Industrial developer Jose Hernandez-Solaun of The Easton Group has seen Amazon spur the rise of e-commerce over the last few years. But now, he sees the coronavirus pandemic rapidly ramping up that growth — putting it on steroids.
“What we are finding now is the coronavirus effect,” said Hernandez-Solaun. “If the Amazon effect was strength training, this was what you get on performance-enhancing drugs.”
Hernandez-Solaun and other South Florida industrial brokers and developers say the sector could benefit in the long-term from many of the behavioral changes spurred by the crisis. Consumers, increasingly from older generations, will shift more of their spending to e-commerce. More manufacturers will come to the Americas from China. And after experiencing inventory shortages, more warehouses will be needed, experts say.
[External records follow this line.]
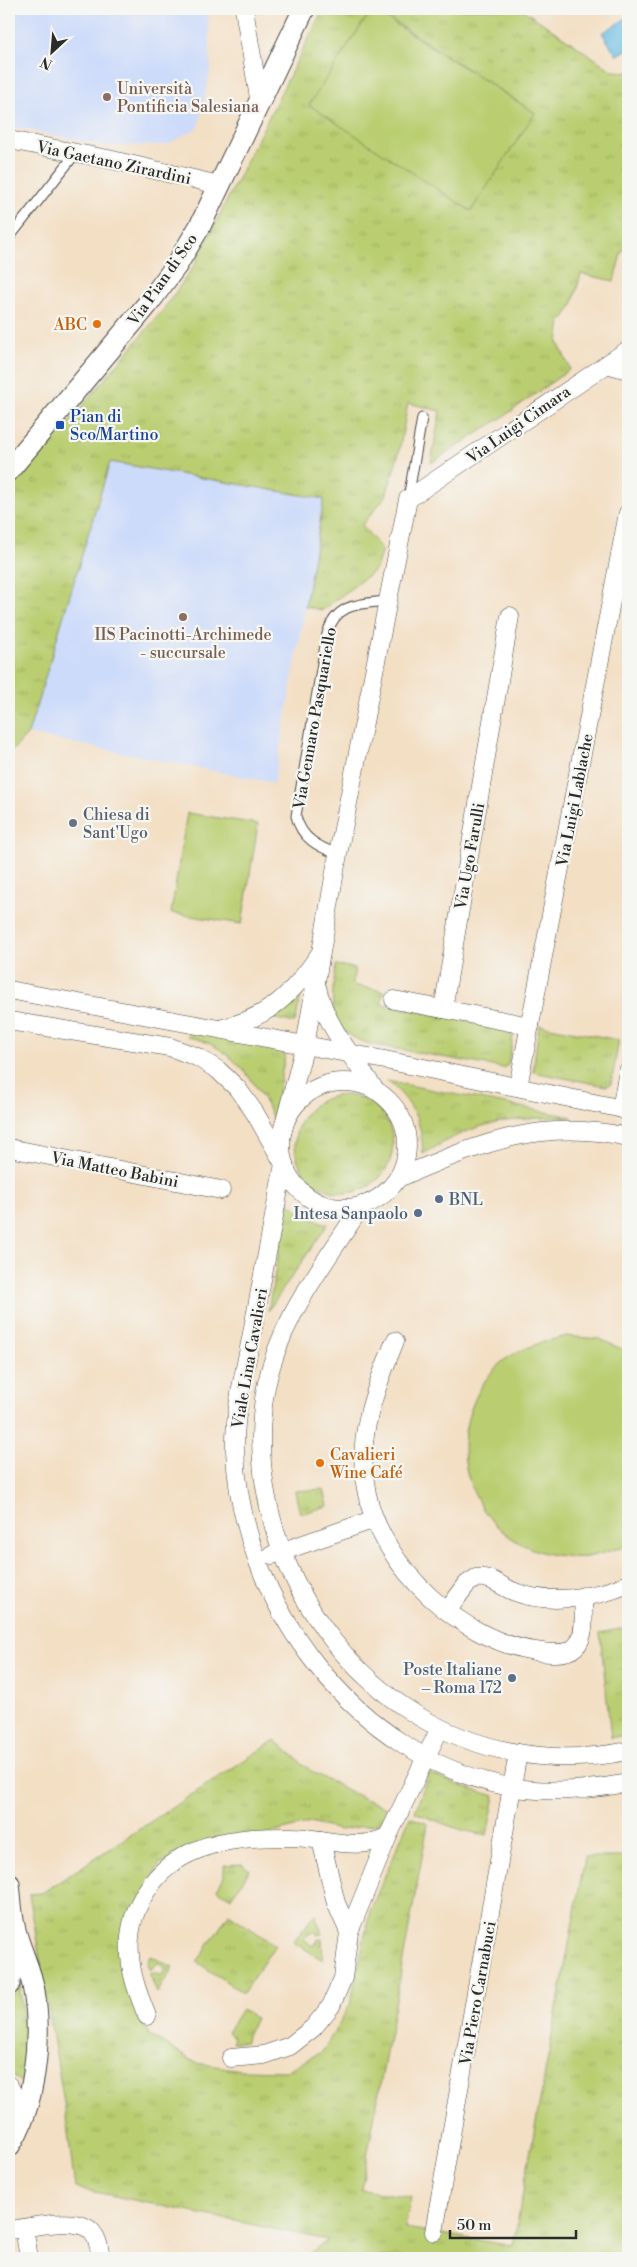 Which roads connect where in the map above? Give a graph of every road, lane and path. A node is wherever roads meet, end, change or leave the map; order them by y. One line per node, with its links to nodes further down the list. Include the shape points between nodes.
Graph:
1 (244, 9): 3 (street)
2 (304, 9): 3 (street, Via Pian di Sco)
3 (259, 98): 6 (street, Via Pian di Sco)
4 (9, 140): 5 (street, Via Gaetano Zirardini)
5 (76, 152): 6 (street, Via Gaetano Zirardini); 7 (lane)
6 (219, 185): 12 (street, Via Pian di Sco, via 192,239 157,292)
7 (9, 238)
8 (628, 350): 9 (street, Via Luigi Cimara)
9 (607, 364): 10 (street); 13 (street, Via Luigi Cimara)
10 (628, 370)
11 (422, 418): 13 (lane)
12 (9, 470)
13 (408, 499): 15 (street)
14 (628, 513): 24 (street, Via Luigi Lablache)
15 (387, 601): 17 (street); 17 (lane, Via Gennaro Pasquariello, via 341,610 332,619 326,634 296,816 307,838)
16 (510, 616): 22 (street, Via Ugo Farulli)
17 (338, 854): 18 (street)
18 (320, 952): 19 (street); 25 (street, via 308,972 278,1004 252,1019)
19 (316, 982): 26 (street); 27 (street, via 327,1015)
20 (9, 990): 25 (street)
21 (394, 1000): 22 (street)
22 (444, 1009): 24 (street)
23 (9, 1020): 35 (street, via 170,1047 197,1057 218,1070 237,1088)
24 (530, 1026): 29 (street, Via Luigi Lablache)
25 (218, 1029): 26 (street)
26 (305, 1045): 27 (street); 32 (street)
27 (351, 1054): 29 (street); 30 (street)
28 (628, 1071): 31 (street)
29 (518, 1087): 31 (street)
30 (375, 1090): 32 (street, via 353,1082 329,1084 307,1093 291,1111); 36 (street, via 394,1107 405,1129 407,1154)
31 (625, 1110)
32 (282, 1133): 35 (street)
33 (628, 1136): 36 (street, via 585,1131 517,1134 479,1145)
34 (9, 1148): 37 (street, Via Matteo Babini)
35 (284, 1164): 38 (street, via 296,1185 315,1200 338,1208); 42 (street, Viale Lina Cavalieri, via 236,1426 237,1477)
36 (398, 1178): 38 (street, via 383,1195)
37 (221, 1190)
38 (362, 1205): 41 (street, Viale Lina Cavalieri, via 298,1302 278,1343 266,1387 261,1434 262,1464 269,1508)
39 (395, 1340): 40 (street, via 371,1402 364,1434 363,1469)
40 (375, 1519): 41 (street); 45 (street, via 405,1569)
41 (282, 1551): 42 (street); 46 (street, Viale Lina Cavalieri, via 314,1616 347,1658 386,1694)
42 (257, 1559): 49 (street, Viale Lina Cavalieri, via 282,1616 314,1663 371,1719)
43 (628, 1584): 44 (street)
44 (583, 1596): 45 (street, via 534,1597 514,1592 487,1578 476,1578 467,1584); 45 (street, via 582,1630 578,1644 571,1650 558,1652 528,1650 498,1642)
45 (447, 1611)
46 (440, 1728): 48 (street, Viale Lina Cavalieri); 49 (street)
47 (628, 1751): 48 (street, Viale Lina Cavalieri, via 566,1758)
48 (518, 1753): 51 (street, Via Piero Carnabuci)
49 (425, 1756): 51 (street, Viale Lina Cavalieri, via 463,1773); 52 (street)
50 (628, 1783): 51 (street, Viale Lina Cavalieri, via 575,1789)
51 (511, 1787): 63 (street, Via Piero Carnabuci)
52 (388, 1836): 53 (street, via 360,1844); 56 (street)
53 (321, 1840): 56 (street, via 334,1896); 58 (street, via 278,1838 210,1845 188,1853 161,1871 138,1907 129,1949 135,1984)
54 (9, 1884): 55 (street)
55 (15, 1930): 57 (street); 61 (street, via 31,1976 37,2041 27,2104)
56 (349, 1932): 59 (street, via 340,1987 331,2006 313,2028 280,2051)
57 (9, 1984)
58 (147, 2016)
59 (231, 2058)
60 (9, 2086): 61 (street, via 19,2104)
61 (13, 2139)
62 (16, 2229): 64 (street); 65 (street, via 81,2224 94,2233)
63 (434, 2232)
64 (29, 2258)
65 (101, 2258)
“The need to address all of the delivery online in the new economy is even more demonstrable by what happened here,” said attorney Jay M. Sakalo, a partner with the business finance & restructuring and corporate practice group at Bilzin Sumberg in Miami. “The outcome will be that industrial will be even stronger.”
Across South Florida, industrial has been one of the hottest asset classes in recent years. The area is strategically positioned as a logistics hub between Latin America, the Caribbean and the United States. It also has limited land for developers to build new warehouses, making industrial properties increasingly valuable to investors.
The strength of South Florida’s industrial market has led behemoths like Blackstone Group and Prologis to acquire properties throughout the region in recent years, pushing up industrial prices. As of late last year, Blackstone had purchased 36 properties in South Florida for a total of more than $417 million.
Times were good for industrial real estate before the coronavirus crisis, with completions reaching an all-time high in Miami-Dade County in 2019, according to a recent report by Avison Young. But now activity could pick up even more.
Since the coronavirus pandemic started, industrial broker George Pino of State Street Realty has seen leases increase from tenants in the logistics and transportation industry, specifically near Miami International Airport, ranging between 10,000 square feet to 150,000 square feet.
Riding out the storm
In addition, national industrial real estate investment trusts are faring much better than other asset classes.
Prologis, a real estate investment trust with a market cap of $60 billion and a global portfolio that spans 964 million square feet, saw a jump in lease signings. In March, lease signings increased 16 percent year-over-year, with two-thirds of activity occurring in the second half of March, Gene Reilly, the company’s chief investment officer, told analysts during a recent conference call. About 40 percent of the increase came from e-commerce. As of the market’s close on Wednesday, the company’s stock is up 1 percent since the beginning of March.
Indianapolis-based Duke Realty Corp., which operates and owns 155 million rentable industrial square feet, has seen its stock remain about even since early March. And Atlanta-based Americold Realty Trust, an operator of cold storage facilities, saw its stock rise about 2 percent since the beginning of March. That compares to a nearly 10 percent decline of the S&P 500 Index.
The industrial sector is also different because many leases are long-term, unlike shorter-term contracts in retail. That means short-term disruptions might not have as big of an impact on the industry. And some leases are still closing during the pandemic, brokers say.
Despite the rosy long-term outlook, there will still be some pain in the industrial sector.
As the hospitality industry suffers, and the majority of hotels and restaurants are closed or operating at minimal capacities, warehouse distribution is also taking a hit.
“Anybody distributing to restaurants is having a tough time,” said industrial broker Steve Wasserman of Colliers International South Florida. Shuttered clothing retailers are also impacting the market, filling warehouses with soft goods, he added.
More demand for space may lie ahead.
Wasserman expects grocery stores to look for 5 percent to 10 percent more space in new leases in the future. And Pino, of State Street Realty, is seeing a growing demand for new cold storage warehouses with technology that allows for automation, resulting in fewer employees working closely together.
Hamid Moghadam, CEO of Prologis, said companies’ overall inventories could increase by 5 percent or 10 percent to combat the possibility of future shortages. Moghadam and others also said they expect more manufacturing could come to the United States from overseas.
Yet while demand from institutional buyers remains high, the pandemic has created uncertainty, causing investors to wait it out, Wasserman said.
“There’s still a lot of capital out there, but people out there are trying to define what the debt market looks like, the cap rates,” he said. “Unless they’re getting a perceived discount, they’re going to hold off for the time being.”